# Eureka Mignon - Cleaning Frequency?



## NJD1977 (Dec 16, 2014)

How often should I be cleaning out the burrs on my mignon and is there any particular method other than taking the top plate off and brushing out the old grinds?


----------



## Phil104 (Apr 15, 2014)

I brush out the hopper and top of the burrs and clear the chute with an electric toothbrush head the end of a coffee making session, once a week take off the top plate and vacuum, and then once a month, put 'grindz' through, and then some older beans to get rid of the 'grindz' that are left. Grindz aren't cheap but a tub last for ages and it's worth it to keep the burrs clean (brushing alone won't get rid of any oils).


----------



## m4lcs67 (Mar 16, 2014)

As above. Remove the top plate. Vac around inside to remove any build-up and get a small toothbrush inside the chute for any hard to reach places. Finally I use a 1/2" paintbrush on the burrs themselves.


----------



## AussieEx (Jul 10, 2013)

Where's the best place to pick up Grindz? I obsessively clean my espresso machine, but not so obsessively the grinder...


----------



## DavecUK (Aug 6, 2013)

AussieExpat said:


> Where's the best place to pick up Grindz? I obsessively clean my espresso machine, but not so obsessively the grinder...

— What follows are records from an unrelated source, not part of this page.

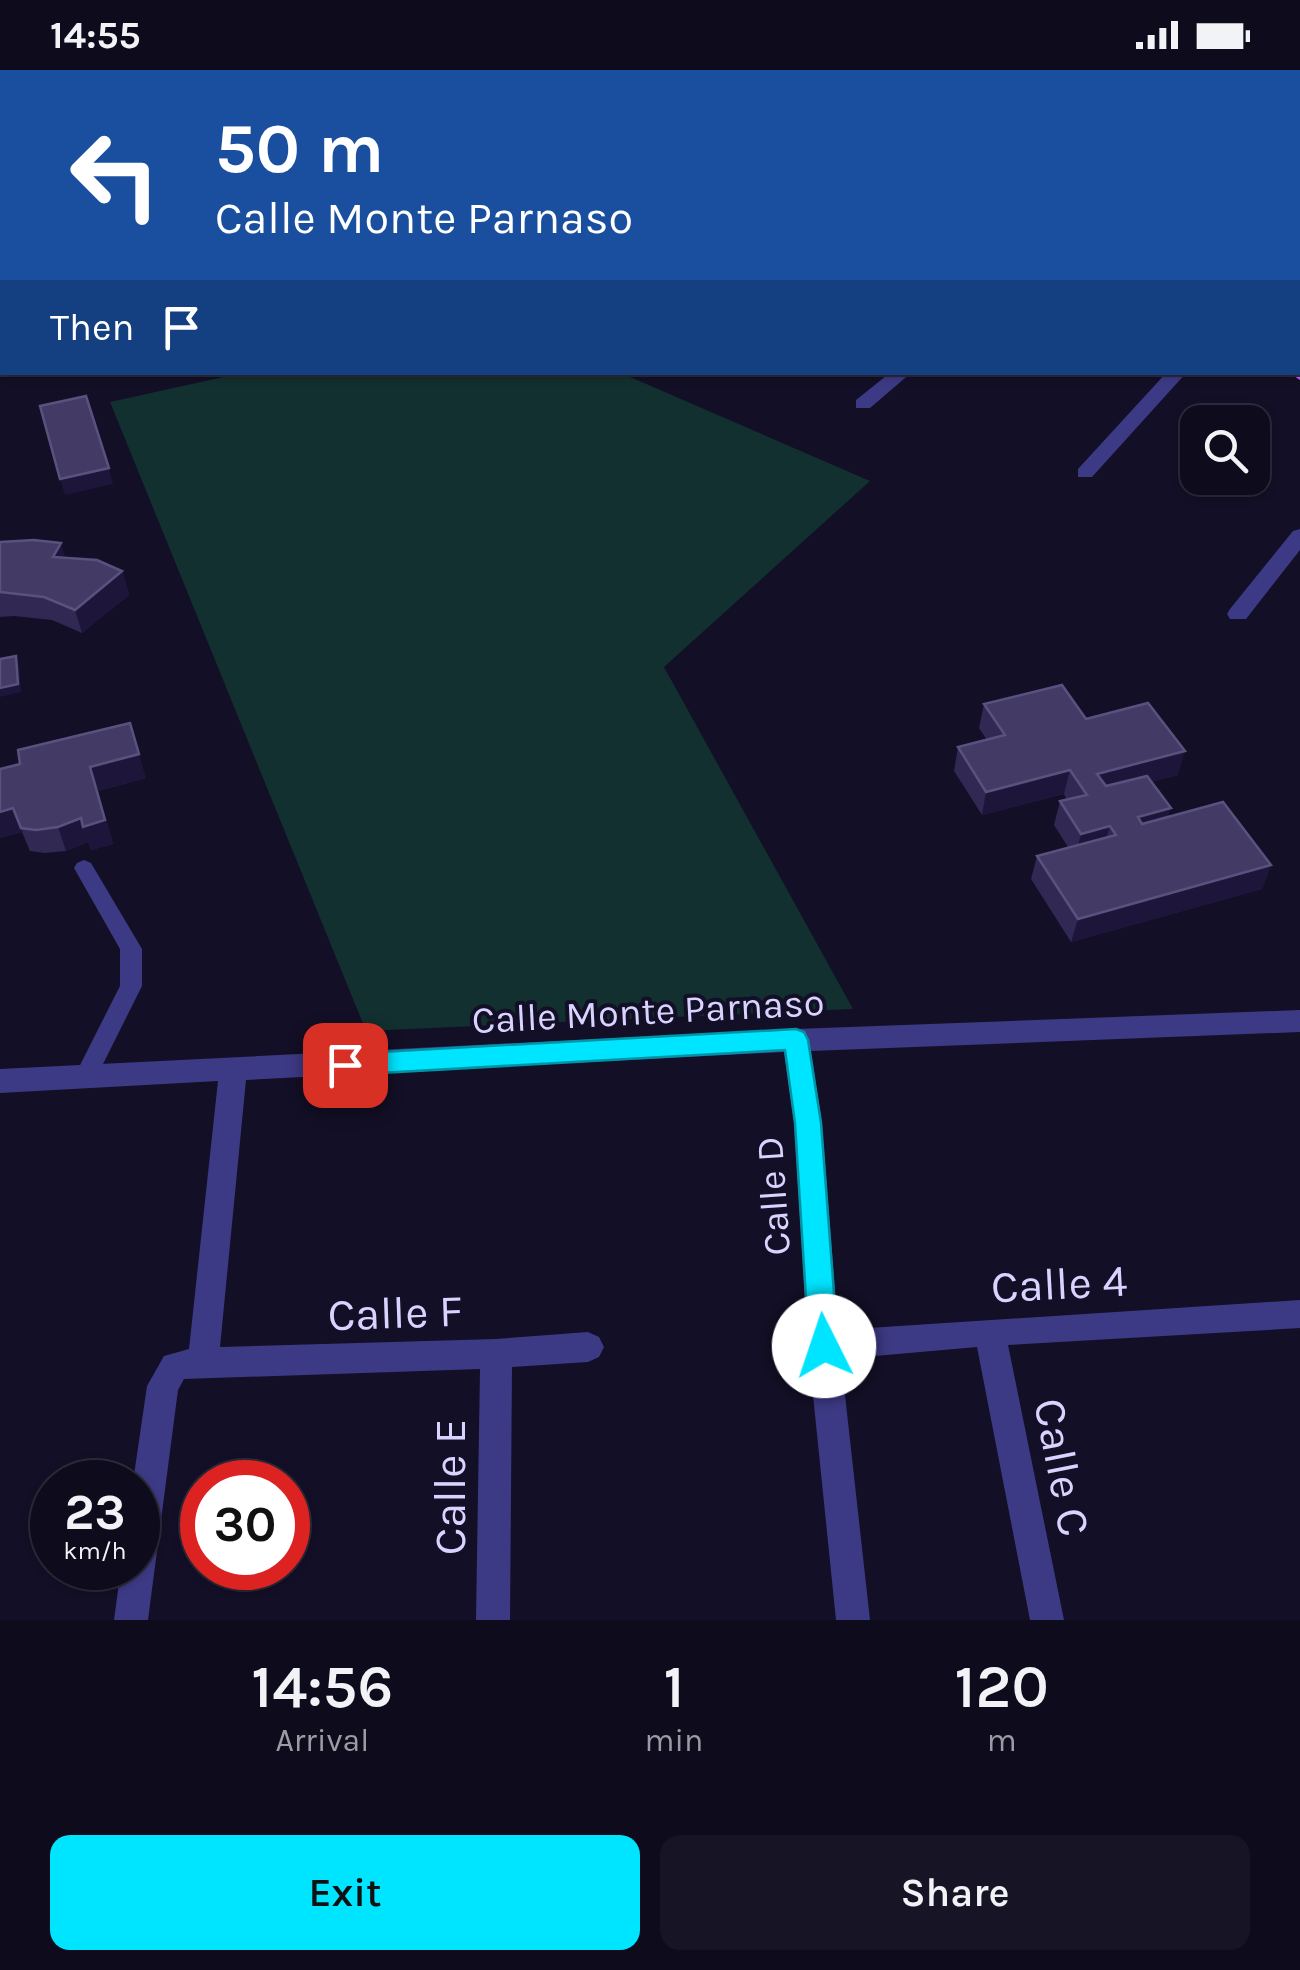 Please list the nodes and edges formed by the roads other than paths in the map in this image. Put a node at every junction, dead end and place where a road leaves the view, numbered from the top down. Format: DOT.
graph roads {
  1 [pos="899,375"];
  2 [pos="1175,375"];
  3 [pos="863,404"];
  4 [pos="1085,473"];
  5 [pos="1300,536"];
  6 [pos="1238,614"];
  7 [pos="84,868"];
  8 [pos="1300,1020"];
  9 [pos="796,1040"];
  10 [pos="232,1071"];
  11 [pos="85,1078"];
  12 [pos="0,1081"];
  13 [pos="1300,1314"];
  14 [pos="990,1332"];
  15 [pos="588,1346"];
  16 [pos="824,1346"];
  17 [pos="496,1354"];
  18 [pos="203,1362"];
  19 [pos="131,1620"];
  20 [pos="494,1620"];
  21 [pos="853,1620"];
  22 [pos="1047,1620"];
  1 -- 3 [label="street"];
  2 -- 4 [label="street"];
  5 -- 6 [label="street"];
  7 -- 11 [label="lane"];
  8 -- 9 [label="street, Calle Monte Parnaso"];
  9 -- 10 [label="street, Calle Monte Parnaso"];
  9 -- 16 [label="street, Calle D"];
  10 -- 11 [label="street, Calle Monte Parnaso"];
  10 -- 18 [label="street"];
  11 -- 12 [label="street, Calle Monte Parnaso"];
  13 -- 14 [label="street, Calle 4"];
  14 -- 16 [label="street, Calle 4"];
  14 -- 22 [label="street, Calle C"];
  15 -- 17 [label="street, Calle F"];
  16 -- 21 [label="street, Calle D"];
  17 -- 18 [label="street, Calle F"];
  17 -- 20 [label="street, Calle E"];
  18 -- 19 [label="street, Calle F"];
} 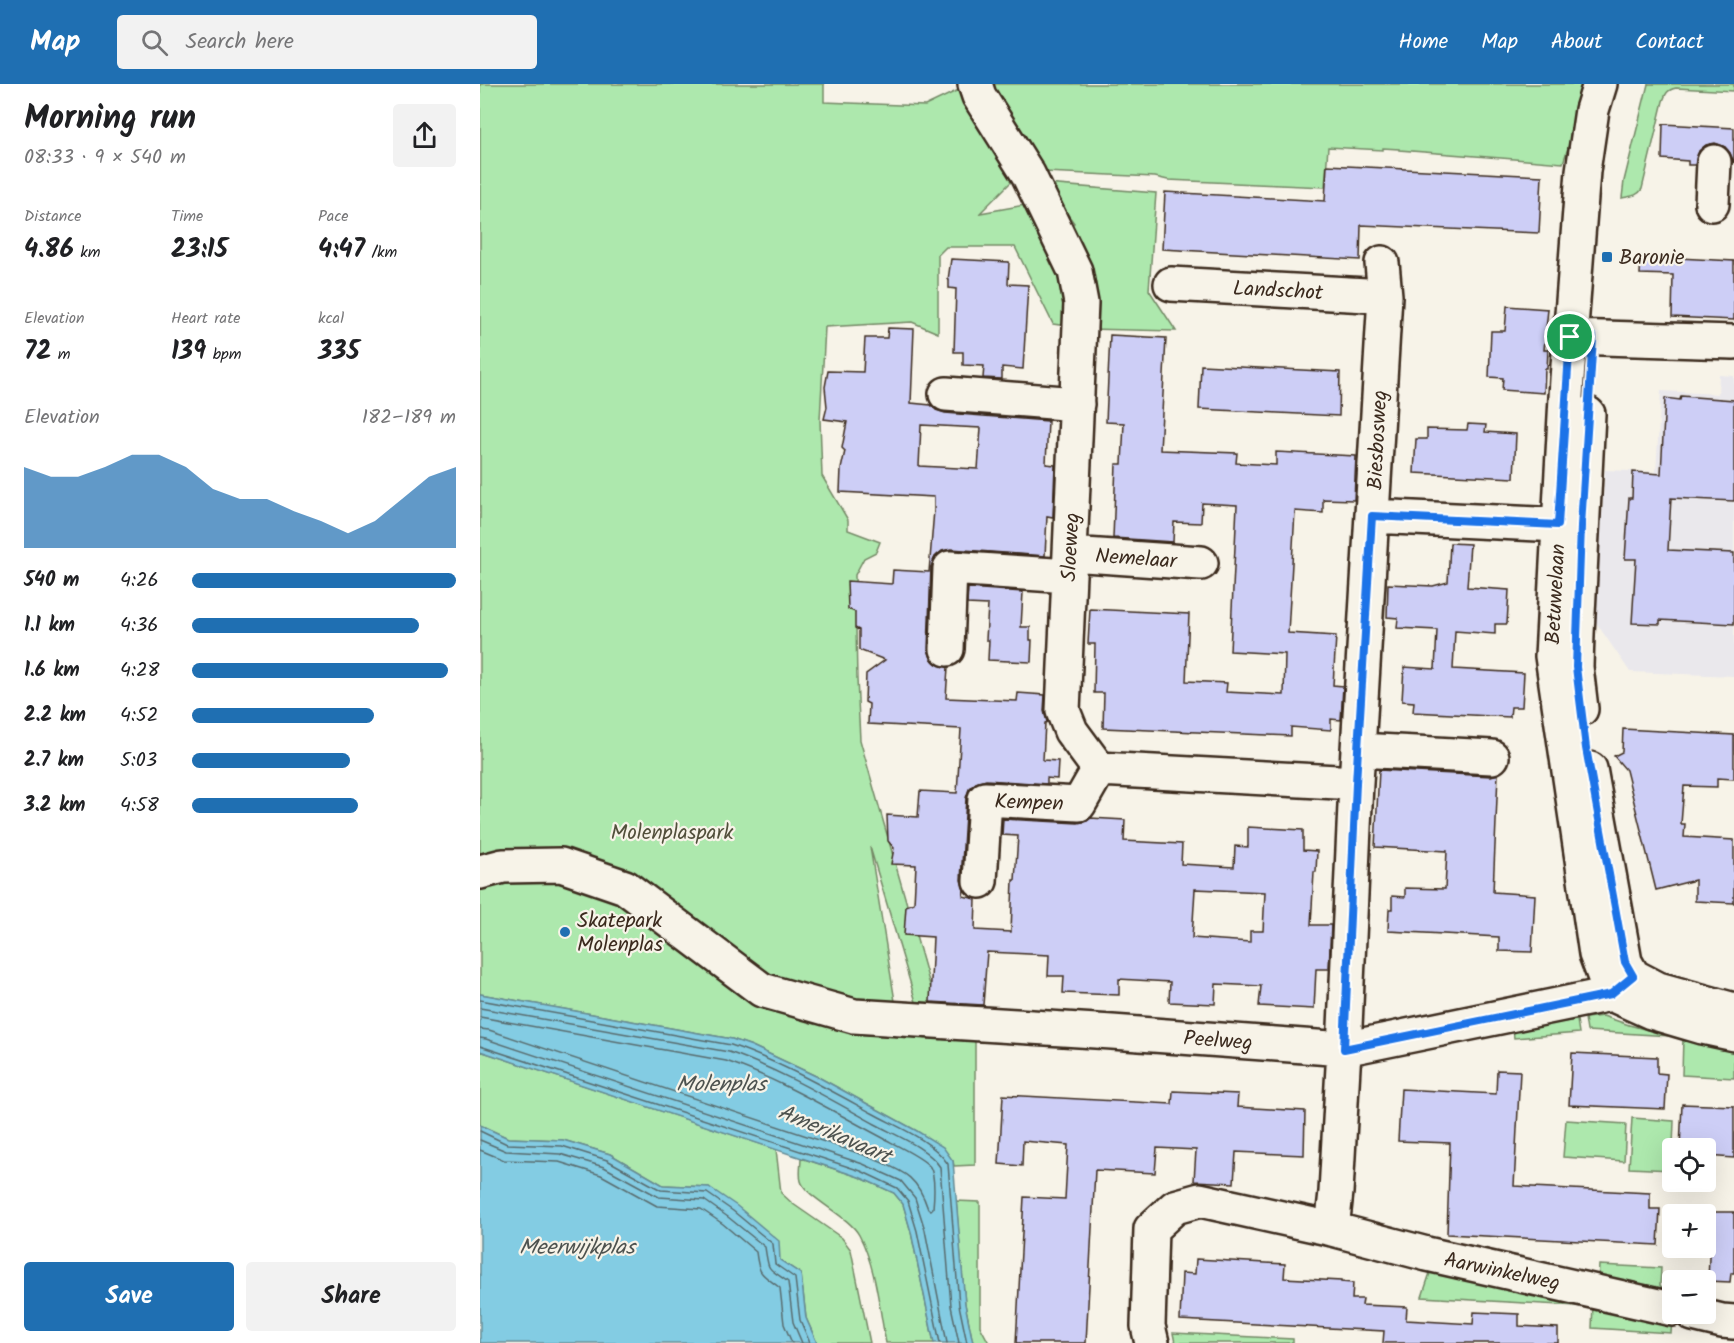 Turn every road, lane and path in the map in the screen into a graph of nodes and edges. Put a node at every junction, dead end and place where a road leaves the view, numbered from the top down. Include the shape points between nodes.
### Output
1 (975, 84) edge
2 (1600, 84) edge
3 (1621, 84) edge
4 (1714, 162) dead end
5 (1712, 204) dead end
6 (1382, 263) dead end
7 (1171, 284) dead end
8 (1385, 297) junction
9 (1581, 337) junction
10 (1734, 342) edge
11 (946, 393) dead end
12 (1077, 404) junction
13 (1372, 516) junction
14 (1570, 526) junction
15 (1201, 562) dead end
16 (1070, 565) junction
17 (947, 650) dead end
18 (1358, 750) junction
19 (1492, 757) dead end
20 (1098, 769) junction
21 (1356, 783) junction
22 (480, 872) edge
23 (980, 881) dead end
24 (1622, 985) junction
25 (1734, 1010) edge
26 (1734, 1034) edge
27 (1344, 1049) junction
28 (1332, 1229) junction
29 (1662, 1307) edge
30 (1716, 1320) edge
31 (1734, 1322) edge
32 (1152, 1343) edge

1 - 12 street, Sloeweg via 1028,174 1076,271 1081,303
2 - 9 street, Betuwelaan via 1583,171
3 - 9 street, Betuwelaan via 1604,169
4 - 5 street
6 - 8 street, Biesbosweg
7 - 8 street, Landschot
8 - 13 street, Biesbosweg
9 - 10 street
9 - 14 street, Betuwelaan
11 - 12 street
12 - 16 street, Sloeweg
13 - 14 street
13 - 18 street, Biesbosweg
14 - 24 street, Betuwelaan via 1552,656 1596,954
15 - 16 street, Nemelaar
16 - 17 street via 950,568
16 - 20 street, Sloeweg via 1063,711 1071,731
18 - 19 street
18 - 21 street, Biesbosweg
20 - 21 street
20 - 23 street, Kempen via 1079,804 985,799
21 - 27 street, Biesbosweg
22 - 27 street, Peelweg via 503,866 561,865 625,887 762,990 854,1016
24 - 25 street via 1658,989
24 - 26 street via 1651,1012
24 - 27 street, Peelweg
27 - 28 street
28 - 29 street, Aarwinkelweg
28 - 32 street, Aarwinkelweg via 1200,1200 1175,1206 1151,1229 1148,1326
30 - 31 street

I wouldn't recommend using that product.


----------



## AussieEx (Jul 10, 2013)

Any reasons or suggested alternatives? I thought it'd be a safe bet as Cafiza/purocaff is pretty much the standard espresso machine cleaner.


----------



## jeebsy (May 5, 2013)

You don't really need anything to clean the burrs, a brush will do


----------



## m4lcs67 (Mar 16, 2014)

Personally I agree with jeebsy. Yes, over time there will be a build up of oils, but not to the degree that it would impair the grinder. If there is/was a build up on the burrs themselves then maybe using a few cotton buds to lift out the ingrained coffee and oil?


----------